_Problem statement_
Copy every line of the records that includes the word "image".
┄┄┄┄┄┄
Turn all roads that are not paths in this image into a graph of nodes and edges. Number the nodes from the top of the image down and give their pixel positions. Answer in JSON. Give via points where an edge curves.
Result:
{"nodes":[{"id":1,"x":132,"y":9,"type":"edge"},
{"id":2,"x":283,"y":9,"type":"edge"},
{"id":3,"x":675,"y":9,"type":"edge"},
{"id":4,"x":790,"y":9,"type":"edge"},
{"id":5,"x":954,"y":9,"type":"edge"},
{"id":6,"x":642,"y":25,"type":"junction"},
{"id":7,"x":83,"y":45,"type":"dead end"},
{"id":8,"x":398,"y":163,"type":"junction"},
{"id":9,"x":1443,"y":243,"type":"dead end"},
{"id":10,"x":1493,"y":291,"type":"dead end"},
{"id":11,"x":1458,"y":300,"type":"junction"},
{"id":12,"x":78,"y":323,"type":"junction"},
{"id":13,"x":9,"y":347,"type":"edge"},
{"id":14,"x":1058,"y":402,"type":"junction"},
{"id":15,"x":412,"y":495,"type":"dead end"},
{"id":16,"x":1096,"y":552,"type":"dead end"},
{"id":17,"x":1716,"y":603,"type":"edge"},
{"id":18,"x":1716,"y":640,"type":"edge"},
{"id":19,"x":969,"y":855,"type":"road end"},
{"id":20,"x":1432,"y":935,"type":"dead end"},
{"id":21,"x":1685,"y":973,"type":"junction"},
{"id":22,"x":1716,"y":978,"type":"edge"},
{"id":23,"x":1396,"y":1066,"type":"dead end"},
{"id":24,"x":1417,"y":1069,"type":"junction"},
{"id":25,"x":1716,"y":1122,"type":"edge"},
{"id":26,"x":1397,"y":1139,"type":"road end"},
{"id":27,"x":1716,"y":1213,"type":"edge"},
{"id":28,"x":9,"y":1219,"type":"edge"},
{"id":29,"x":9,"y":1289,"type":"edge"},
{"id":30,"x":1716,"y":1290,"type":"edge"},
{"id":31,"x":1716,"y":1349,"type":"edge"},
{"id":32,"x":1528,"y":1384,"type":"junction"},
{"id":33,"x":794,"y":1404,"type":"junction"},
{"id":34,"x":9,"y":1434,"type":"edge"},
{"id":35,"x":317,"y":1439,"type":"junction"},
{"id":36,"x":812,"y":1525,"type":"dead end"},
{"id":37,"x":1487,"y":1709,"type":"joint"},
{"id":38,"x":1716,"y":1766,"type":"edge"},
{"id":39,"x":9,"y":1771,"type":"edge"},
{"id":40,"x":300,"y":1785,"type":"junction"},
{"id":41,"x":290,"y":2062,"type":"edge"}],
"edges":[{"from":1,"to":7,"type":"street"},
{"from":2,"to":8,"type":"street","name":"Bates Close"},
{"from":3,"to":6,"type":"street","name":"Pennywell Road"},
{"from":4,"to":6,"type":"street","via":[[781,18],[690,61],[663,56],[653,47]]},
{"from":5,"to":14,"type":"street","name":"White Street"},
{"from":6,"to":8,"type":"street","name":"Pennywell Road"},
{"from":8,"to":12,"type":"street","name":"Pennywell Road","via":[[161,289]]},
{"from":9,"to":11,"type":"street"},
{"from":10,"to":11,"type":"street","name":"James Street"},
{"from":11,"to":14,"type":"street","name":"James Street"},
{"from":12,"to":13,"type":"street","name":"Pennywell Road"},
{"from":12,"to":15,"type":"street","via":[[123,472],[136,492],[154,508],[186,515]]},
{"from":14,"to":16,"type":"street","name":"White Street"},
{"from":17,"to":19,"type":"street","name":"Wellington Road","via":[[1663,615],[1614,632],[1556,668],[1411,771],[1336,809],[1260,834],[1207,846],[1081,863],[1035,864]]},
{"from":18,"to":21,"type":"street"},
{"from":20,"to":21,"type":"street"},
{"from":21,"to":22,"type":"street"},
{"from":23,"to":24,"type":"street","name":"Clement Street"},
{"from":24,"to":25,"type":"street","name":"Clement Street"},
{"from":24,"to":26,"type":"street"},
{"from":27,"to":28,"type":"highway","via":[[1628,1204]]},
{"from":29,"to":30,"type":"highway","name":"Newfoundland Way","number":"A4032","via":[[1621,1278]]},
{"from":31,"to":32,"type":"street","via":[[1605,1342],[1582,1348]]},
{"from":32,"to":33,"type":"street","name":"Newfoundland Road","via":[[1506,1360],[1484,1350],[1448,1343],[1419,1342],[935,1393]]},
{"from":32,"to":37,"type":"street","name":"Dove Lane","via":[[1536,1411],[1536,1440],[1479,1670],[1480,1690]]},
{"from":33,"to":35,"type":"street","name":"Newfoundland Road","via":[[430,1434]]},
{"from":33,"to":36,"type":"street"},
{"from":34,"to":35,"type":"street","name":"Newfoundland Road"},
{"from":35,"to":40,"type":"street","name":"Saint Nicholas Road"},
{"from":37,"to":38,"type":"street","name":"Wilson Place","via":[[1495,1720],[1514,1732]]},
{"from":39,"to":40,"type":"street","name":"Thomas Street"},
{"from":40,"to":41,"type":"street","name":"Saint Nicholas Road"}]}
┄┄┄┄┄┄
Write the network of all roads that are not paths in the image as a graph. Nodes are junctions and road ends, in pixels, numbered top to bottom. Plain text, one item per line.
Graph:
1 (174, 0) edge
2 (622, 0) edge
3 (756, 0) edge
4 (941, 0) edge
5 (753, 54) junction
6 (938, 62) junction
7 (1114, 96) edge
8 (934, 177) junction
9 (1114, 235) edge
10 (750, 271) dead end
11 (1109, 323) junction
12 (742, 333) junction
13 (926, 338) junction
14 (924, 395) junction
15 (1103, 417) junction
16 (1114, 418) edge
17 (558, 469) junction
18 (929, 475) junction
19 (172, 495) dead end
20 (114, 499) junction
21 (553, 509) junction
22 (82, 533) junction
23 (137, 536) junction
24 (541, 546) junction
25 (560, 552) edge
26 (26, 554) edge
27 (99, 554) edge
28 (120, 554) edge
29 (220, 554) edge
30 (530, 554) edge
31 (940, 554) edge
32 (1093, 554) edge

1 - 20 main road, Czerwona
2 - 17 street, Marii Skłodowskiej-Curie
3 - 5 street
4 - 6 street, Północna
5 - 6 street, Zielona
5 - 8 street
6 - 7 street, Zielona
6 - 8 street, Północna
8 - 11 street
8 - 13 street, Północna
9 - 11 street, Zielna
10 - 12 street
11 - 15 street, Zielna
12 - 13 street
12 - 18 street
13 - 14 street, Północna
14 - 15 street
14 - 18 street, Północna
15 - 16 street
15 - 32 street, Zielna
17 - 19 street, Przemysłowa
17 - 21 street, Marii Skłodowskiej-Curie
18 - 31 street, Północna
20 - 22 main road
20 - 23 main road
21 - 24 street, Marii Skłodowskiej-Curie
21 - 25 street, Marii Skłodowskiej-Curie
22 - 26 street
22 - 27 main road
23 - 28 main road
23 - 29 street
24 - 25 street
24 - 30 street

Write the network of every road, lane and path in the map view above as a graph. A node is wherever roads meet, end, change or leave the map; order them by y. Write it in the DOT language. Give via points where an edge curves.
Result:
┄┄┄┄┄┄
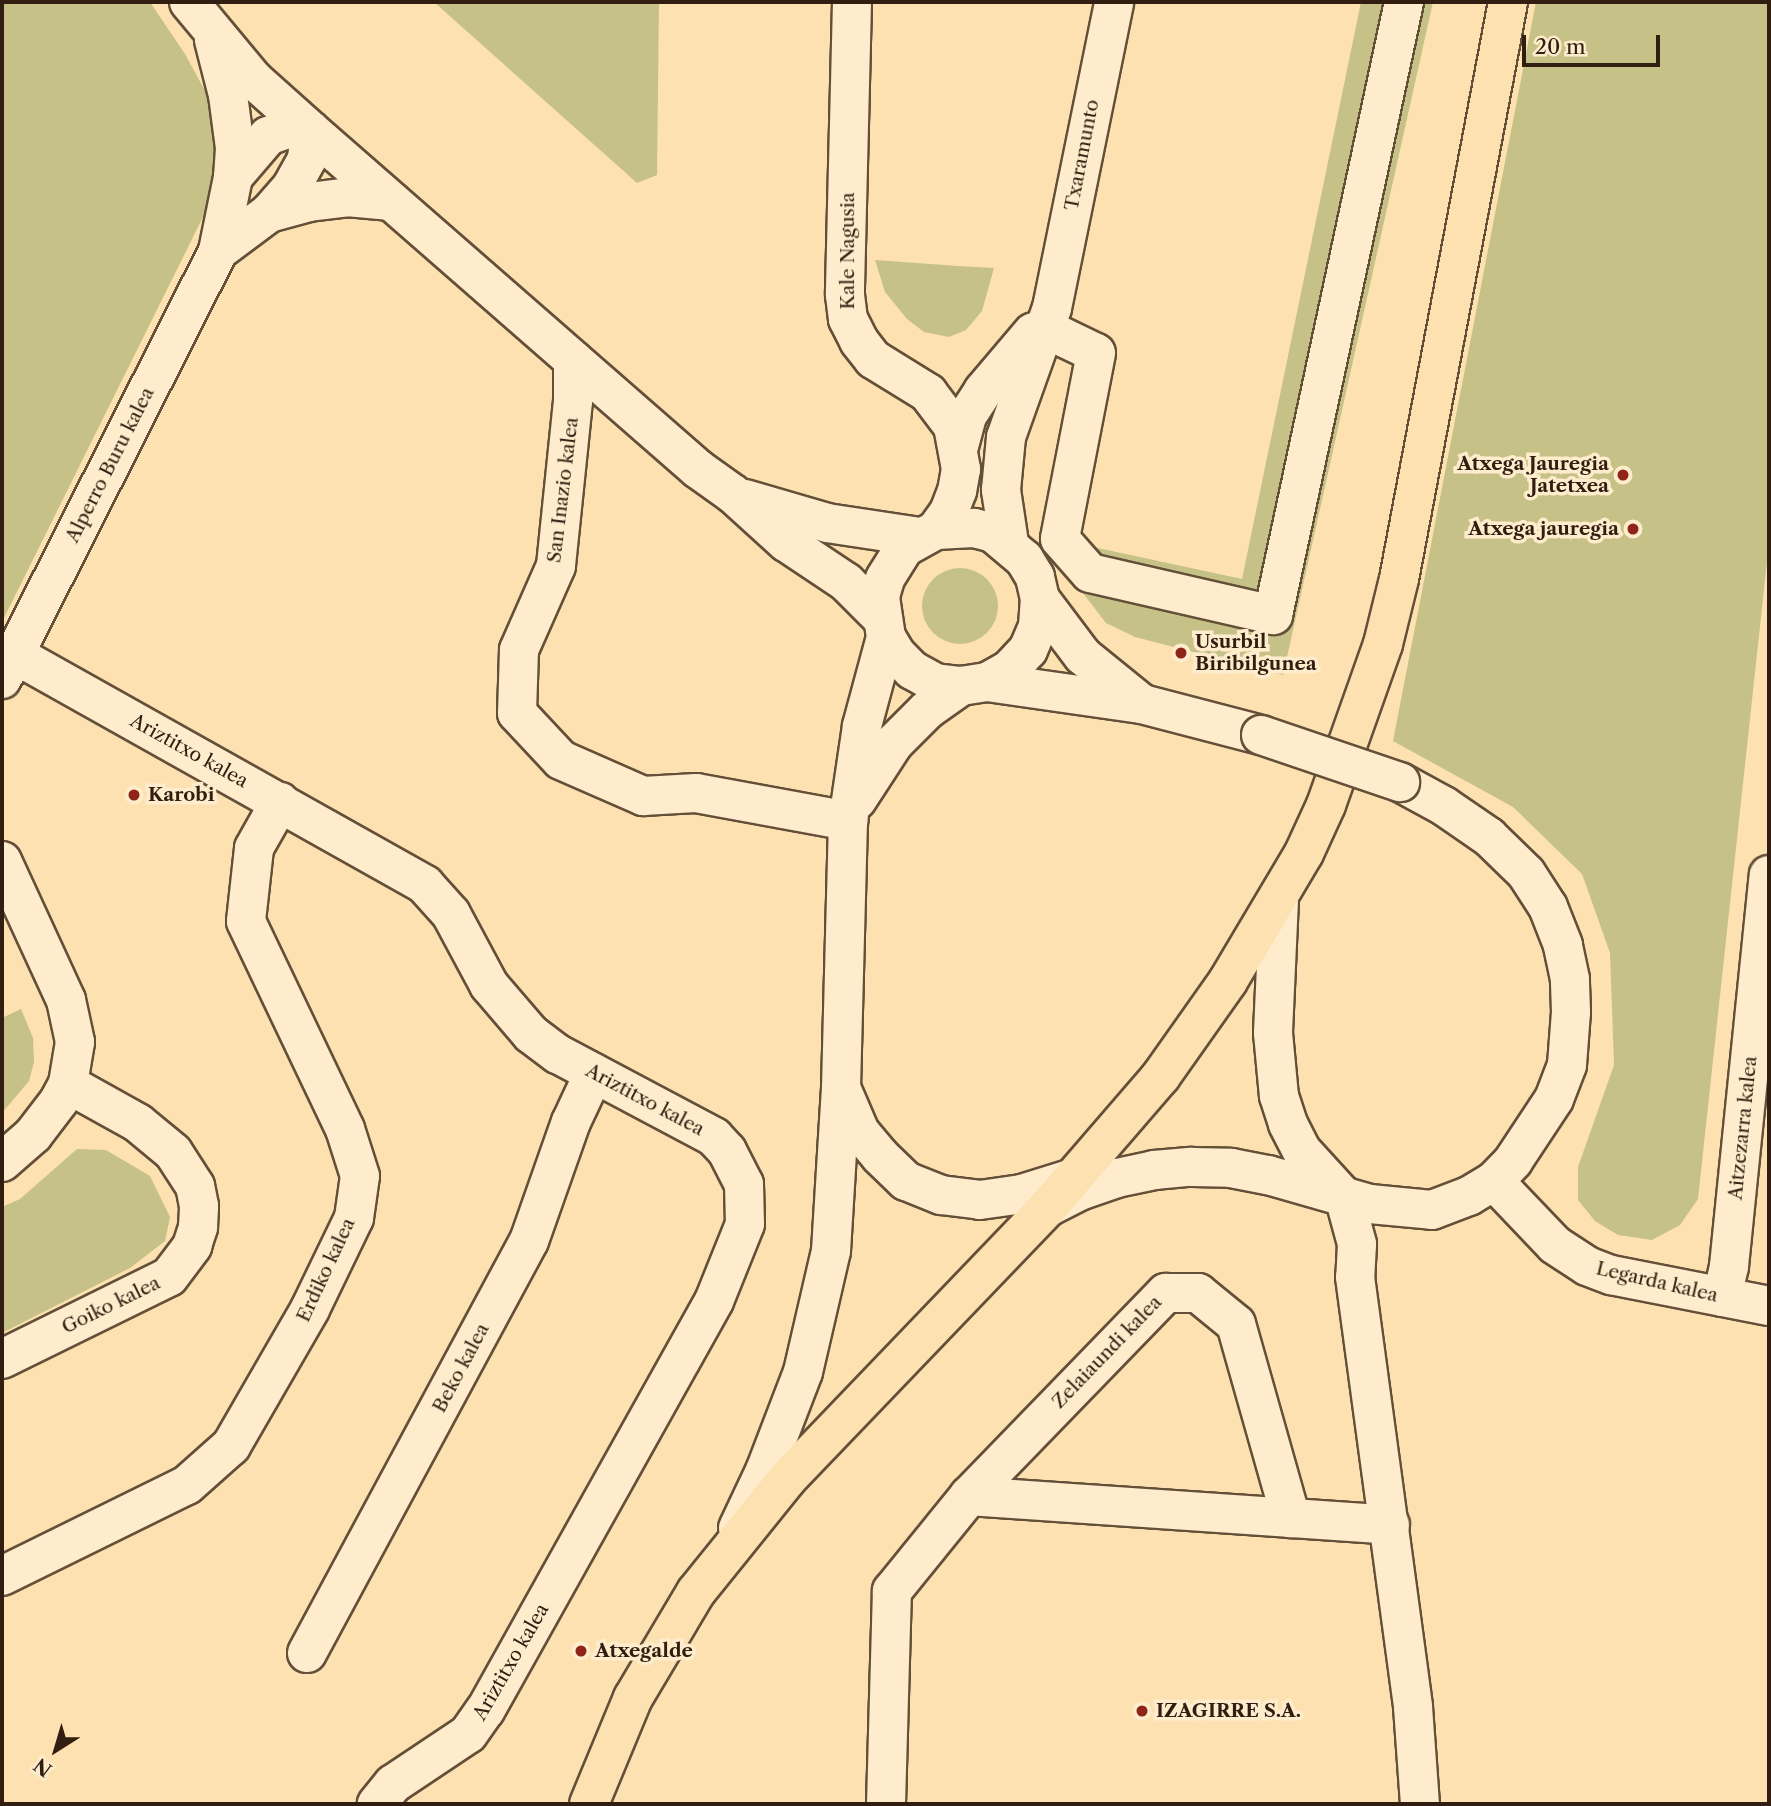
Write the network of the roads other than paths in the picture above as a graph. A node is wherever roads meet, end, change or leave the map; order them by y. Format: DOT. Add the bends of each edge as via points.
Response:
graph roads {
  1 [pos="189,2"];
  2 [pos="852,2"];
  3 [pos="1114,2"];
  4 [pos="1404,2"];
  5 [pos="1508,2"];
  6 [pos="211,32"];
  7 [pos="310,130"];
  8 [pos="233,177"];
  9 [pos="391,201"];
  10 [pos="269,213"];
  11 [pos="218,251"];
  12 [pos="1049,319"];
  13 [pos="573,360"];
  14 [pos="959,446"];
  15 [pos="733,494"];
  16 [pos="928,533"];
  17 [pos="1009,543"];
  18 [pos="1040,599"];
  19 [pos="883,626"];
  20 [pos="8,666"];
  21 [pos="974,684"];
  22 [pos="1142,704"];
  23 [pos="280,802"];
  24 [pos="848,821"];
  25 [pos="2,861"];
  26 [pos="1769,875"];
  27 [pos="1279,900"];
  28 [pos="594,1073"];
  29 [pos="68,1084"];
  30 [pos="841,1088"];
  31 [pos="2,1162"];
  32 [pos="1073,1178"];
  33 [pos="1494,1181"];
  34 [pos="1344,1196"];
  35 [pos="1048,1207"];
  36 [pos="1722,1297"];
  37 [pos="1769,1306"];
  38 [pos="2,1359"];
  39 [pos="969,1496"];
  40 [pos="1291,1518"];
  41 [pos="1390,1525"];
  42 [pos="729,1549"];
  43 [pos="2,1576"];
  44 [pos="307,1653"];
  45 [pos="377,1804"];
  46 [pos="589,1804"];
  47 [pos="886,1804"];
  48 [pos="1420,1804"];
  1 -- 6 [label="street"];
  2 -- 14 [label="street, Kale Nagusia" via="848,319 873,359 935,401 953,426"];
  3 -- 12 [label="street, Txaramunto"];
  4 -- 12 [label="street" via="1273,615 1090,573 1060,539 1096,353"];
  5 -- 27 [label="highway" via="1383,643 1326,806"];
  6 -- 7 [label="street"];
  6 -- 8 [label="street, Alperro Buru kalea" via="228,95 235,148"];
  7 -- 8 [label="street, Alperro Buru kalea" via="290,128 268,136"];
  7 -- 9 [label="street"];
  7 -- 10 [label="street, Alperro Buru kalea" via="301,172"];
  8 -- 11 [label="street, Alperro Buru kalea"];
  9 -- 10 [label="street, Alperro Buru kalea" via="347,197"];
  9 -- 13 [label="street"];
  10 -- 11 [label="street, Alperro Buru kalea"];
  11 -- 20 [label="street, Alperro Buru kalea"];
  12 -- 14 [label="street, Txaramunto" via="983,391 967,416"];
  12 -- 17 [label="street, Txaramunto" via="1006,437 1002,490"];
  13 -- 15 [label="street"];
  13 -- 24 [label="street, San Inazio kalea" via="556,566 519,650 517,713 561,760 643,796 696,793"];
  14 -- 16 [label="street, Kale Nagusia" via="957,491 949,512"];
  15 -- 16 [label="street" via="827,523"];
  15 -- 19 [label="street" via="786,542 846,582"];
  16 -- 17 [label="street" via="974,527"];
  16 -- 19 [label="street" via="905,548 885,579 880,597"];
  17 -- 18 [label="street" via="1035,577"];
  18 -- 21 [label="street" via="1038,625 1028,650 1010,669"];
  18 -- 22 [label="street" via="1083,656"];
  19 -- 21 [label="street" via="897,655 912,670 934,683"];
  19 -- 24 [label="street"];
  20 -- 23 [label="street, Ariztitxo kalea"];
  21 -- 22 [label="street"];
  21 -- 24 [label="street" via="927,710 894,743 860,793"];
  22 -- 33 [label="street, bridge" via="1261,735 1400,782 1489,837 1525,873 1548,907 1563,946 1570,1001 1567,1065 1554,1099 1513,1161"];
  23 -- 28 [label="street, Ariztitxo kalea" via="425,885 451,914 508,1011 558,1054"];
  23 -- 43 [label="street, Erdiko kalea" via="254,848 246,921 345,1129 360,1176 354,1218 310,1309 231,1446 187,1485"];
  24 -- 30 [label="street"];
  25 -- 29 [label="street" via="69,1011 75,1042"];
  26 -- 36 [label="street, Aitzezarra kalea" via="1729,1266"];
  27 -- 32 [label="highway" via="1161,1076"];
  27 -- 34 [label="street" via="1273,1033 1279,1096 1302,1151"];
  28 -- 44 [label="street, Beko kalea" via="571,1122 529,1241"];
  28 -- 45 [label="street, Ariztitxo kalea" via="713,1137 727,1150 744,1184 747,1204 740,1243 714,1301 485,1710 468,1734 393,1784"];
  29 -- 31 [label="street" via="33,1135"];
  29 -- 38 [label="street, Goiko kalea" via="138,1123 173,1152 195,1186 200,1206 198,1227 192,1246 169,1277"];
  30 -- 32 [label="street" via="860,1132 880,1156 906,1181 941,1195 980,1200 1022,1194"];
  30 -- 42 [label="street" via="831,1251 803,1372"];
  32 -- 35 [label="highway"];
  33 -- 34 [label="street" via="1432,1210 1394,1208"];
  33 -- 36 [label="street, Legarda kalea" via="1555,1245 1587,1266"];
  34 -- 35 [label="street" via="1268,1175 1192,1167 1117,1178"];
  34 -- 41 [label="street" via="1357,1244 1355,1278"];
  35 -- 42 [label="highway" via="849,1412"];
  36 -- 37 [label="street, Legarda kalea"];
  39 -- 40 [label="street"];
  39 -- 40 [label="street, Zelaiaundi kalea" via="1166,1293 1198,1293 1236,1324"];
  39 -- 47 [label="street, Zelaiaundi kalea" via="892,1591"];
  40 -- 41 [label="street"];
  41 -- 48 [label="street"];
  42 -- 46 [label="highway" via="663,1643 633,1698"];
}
┄┄┄┄┄┄
_Written reply_
Turn all roads that are not paths in this image into a graph of nodes and edges. Number the nodes from the top of the image down and give their pixel positions. Answer in JSON. Give via points where an edge curves.
Write the network of all roads that are not paths in the image as a graph. Nodes are junctions and road ends, in pixels, numbered top to bottom. Plain text, one item per line.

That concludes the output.